- [PROBLEM TO SOLVE]:
Every record below must be set down again exactly as given.

- [DATA]:
──────

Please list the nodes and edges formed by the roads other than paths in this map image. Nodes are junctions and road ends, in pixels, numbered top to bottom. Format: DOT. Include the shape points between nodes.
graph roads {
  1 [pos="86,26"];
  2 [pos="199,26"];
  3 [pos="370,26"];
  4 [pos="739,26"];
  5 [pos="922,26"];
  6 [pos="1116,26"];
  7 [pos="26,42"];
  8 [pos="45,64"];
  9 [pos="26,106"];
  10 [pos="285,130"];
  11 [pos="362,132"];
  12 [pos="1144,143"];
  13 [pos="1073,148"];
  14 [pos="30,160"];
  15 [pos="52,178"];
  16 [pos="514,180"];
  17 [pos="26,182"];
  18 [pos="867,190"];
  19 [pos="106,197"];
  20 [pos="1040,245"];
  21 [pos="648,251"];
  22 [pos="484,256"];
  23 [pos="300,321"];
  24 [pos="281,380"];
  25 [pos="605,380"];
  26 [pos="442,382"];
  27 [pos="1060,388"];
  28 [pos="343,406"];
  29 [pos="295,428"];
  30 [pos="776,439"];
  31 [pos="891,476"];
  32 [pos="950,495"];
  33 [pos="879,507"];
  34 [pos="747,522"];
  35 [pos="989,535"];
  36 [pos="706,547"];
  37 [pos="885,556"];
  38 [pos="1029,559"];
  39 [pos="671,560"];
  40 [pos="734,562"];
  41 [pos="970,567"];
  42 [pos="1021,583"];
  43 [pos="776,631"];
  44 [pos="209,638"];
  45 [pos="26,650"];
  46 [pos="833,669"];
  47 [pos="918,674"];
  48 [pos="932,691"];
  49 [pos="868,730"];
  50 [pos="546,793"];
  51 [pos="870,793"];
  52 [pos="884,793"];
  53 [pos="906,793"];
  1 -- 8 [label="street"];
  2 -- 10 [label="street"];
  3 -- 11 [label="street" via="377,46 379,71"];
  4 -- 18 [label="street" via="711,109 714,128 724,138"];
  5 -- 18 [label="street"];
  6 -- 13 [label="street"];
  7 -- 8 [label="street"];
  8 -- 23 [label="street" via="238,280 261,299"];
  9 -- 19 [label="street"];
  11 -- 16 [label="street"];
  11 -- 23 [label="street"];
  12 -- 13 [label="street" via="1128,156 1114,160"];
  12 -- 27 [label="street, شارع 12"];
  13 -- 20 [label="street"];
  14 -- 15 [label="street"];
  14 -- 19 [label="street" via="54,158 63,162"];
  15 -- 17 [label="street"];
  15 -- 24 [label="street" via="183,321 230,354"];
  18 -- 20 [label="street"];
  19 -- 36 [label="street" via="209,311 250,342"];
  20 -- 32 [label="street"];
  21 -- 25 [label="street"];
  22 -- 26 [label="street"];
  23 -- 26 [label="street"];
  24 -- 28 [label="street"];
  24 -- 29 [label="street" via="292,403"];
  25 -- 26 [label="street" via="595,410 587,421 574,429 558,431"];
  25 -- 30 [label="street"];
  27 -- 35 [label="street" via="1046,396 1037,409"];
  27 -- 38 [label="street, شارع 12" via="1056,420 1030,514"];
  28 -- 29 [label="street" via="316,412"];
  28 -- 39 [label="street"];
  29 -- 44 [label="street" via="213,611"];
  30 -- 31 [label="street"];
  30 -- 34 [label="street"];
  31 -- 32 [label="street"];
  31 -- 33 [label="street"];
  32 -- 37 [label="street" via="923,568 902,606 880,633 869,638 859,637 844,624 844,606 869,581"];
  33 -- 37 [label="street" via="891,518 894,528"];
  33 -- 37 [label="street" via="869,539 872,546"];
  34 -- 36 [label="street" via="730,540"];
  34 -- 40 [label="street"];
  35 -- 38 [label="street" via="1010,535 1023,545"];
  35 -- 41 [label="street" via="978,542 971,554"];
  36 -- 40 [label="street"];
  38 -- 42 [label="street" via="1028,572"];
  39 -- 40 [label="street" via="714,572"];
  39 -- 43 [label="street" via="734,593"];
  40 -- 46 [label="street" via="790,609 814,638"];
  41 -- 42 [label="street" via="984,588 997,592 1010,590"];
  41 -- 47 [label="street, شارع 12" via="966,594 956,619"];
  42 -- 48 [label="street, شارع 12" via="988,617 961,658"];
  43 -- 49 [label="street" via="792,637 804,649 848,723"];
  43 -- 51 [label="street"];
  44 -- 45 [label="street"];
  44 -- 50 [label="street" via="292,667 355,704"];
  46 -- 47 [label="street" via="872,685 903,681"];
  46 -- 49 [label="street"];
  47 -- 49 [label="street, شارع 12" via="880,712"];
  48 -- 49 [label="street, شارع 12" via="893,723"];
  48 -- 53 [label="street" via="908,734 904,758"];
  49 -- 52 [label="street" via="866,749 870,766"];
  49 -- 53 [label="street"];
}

──────

- [RESULT OF THIS EXERCISE]:
Please list the nodes and edges formed by the roads other than paths in this map image. Nodes are junctions and road ends, in pixels, numbered top to bottom. Format: DOT. Include the shape points between nodes.
graph roads {
  1 [pos="86,26"];
  2 [pos="199,26"];
  3 [pos="370,26"];
  4 [pos="739,26"];
  5 [pos="922,26"];
  6 [pos="1116,26"];
  7 [pos="26,42"];
  8 [pos="45,64"];
  9 [pos="26,106"];
  10 [pos="285,130"];
  11 [pos="362,132"];
  12 [pos="1144,143"];
  13 [pos="1073,148"];
  14 [pos="30,160"];
  15 [pos="52,178"];
  16 [pos="514,180"];
  17 [pos="26,182"];
  18 [pos="867,190"];
  19 [pos="106,197"];
  20 [pos="1040,245"];
  21 [pos="648,251"];
  22 [pos="484,256"];
  23 [pos="300,321"];
  24 [pos="281,380"];
  25 [pos="605,380"];
  26 [pos="442,382"];
  27 [pos="1060,388"];
  28 [pos="343,406"];
  29 [pos="295,428"];
  30 [pos="776,439"];
  31 [pos="891,476"];
  32 [pos="950,495"];
  33 [pos="879,507"];
  34 [pos="747,522"];
  35 [pos="989,535"];
  36 [pos="706,547"];
  37 [pos="885,556"];
  38 [pos="1029,559"];
  39 [pos="671,560"];
  40 [pos="734,562"];
  41 [pos="970,567"];
  42 [pos="1021,583"];
  43 [pos="776,631"];
  44 [pos="209,638"];
  45 [pos="26,650"];
  46 [pos="833,669"];
  47 [pos="918,674"];
  48 [pos="932,691"];
  49 [pos="868,730"];
  50 [pos="546,793"];
  51 [pos="870,793"];
  52 [pos="884,793"];
  53 [pos="906,793"];
  1 -- 8 [label="street"];
  2 -- 10 [label="street"];
  3 -- 11 [label="street" via="377,46 379,71"];
  4 -- 18 [label="street" via="711,109 714,128 724,138"];
  5 -- 18 [label="street"];
  6 -- 13 [label="street"];
  7 -- 8 [label="street"];
  8 -- 23 [label="street" via="238,280 261,299"];
  9 -- 19 [label="street"];
  11 -- 16 [label="street"];
  11 -- 23 [label="street"];
  12 -- 13 [label="street" via="1128,156 1114,160"];
  12 -- 27 [label="street, شارع 12"];
  13 -- 20 [label="street"];
  14 -- 15 [label="street"];
  14 -- 19 [label="street" via="54,158 63,162"];
  15 -- 17 [label="street"];
  15 -- 24 [label="street" via="183,321 230,354"];
  18 -- 20 [label="street"];
  19 -- 36 [label="street" via="209,311 250,342"];
  20 -- 32 [label="street"];
  21 -- 25 [label="street"];
  22 -- 26 [label="street"];
  23 -- 26 [label="street"];
  24 -- 28 [label="street"];
  24 -- 29 [label="street" via="292,403"];
  25 -- 26 [label="street" via="595,410 587,421 574,429 558,431"];
  25 -- 30 [label="street"];
  27 -- 35 [label="street" via="1046,396 1037,409"];
  27 -- 38 [label="street, شارع 12" via="1056,420 1030,514"];
  28 -- 29 [label="street" via="316,412"];
  28 -- 39 [label="street"];
  29 -- 44 [label="street" via="213,611"];
  30 -- 31 [label="street"];
  30 -- 34 [label="street"];
  31 -- 32 [label="street"];
  31 -- 33 [label="street"];
  32 -- 37 [label="street" via="923,568 902,606 880,633 869,638 859,637 844,624 844,606 869,581"];
  33 -- 37 [label="street" via="891,518 894,528"];
  33 -- 37 [label="street" via="869,539 872,546"];
  34 -- 36 [label="street" via="730,540"];
  34 -- 40 [label="street"];
  35 -- 38 [label="street" via="1010,535 1023,545"];
  35 -- 41 [label="street" via="978,542 971,554"];
  36 -- 40 [label="street"];
  38 -- 42 [label="street" via="1028,572"];
  39 -- 40 [label="street" via="714,572"];
  39 -- 43 [label="street" via="734,593"];
  40 -- 46 [label="street" via="790,609 814,638"];
  41 -- 42 [label="street" via="984,588 997,592 1010,590"];
  41 -- 47 [label="street, شارع 12" via="966,594 956,619"];
  42 -- 48 [label="street, شارع 12" via="988,617 961,658"];
  43 -- 49 [label="street" via="792,637 804,649 848,723"];
  43 -- 51 [label="street"];
  44 -- 45 [label="street"];
  44 -- 50 [label="street" via="292,667 355,704"];
  46 -- 47 [label="street" via="872,685 903,681"];
  46 -- 49 [label="street"];
  47 -- 49 [label="street, شارع 12" via="880,712"];
  48 -- 49 [label="street, شارع 12" via="893,723"];
  48 -- 53 [label="street" via="908,734 904,758"];
  49 -- 52 [label="street" via="866,749 870,766"];
  49 -- 53 [label="street"];
}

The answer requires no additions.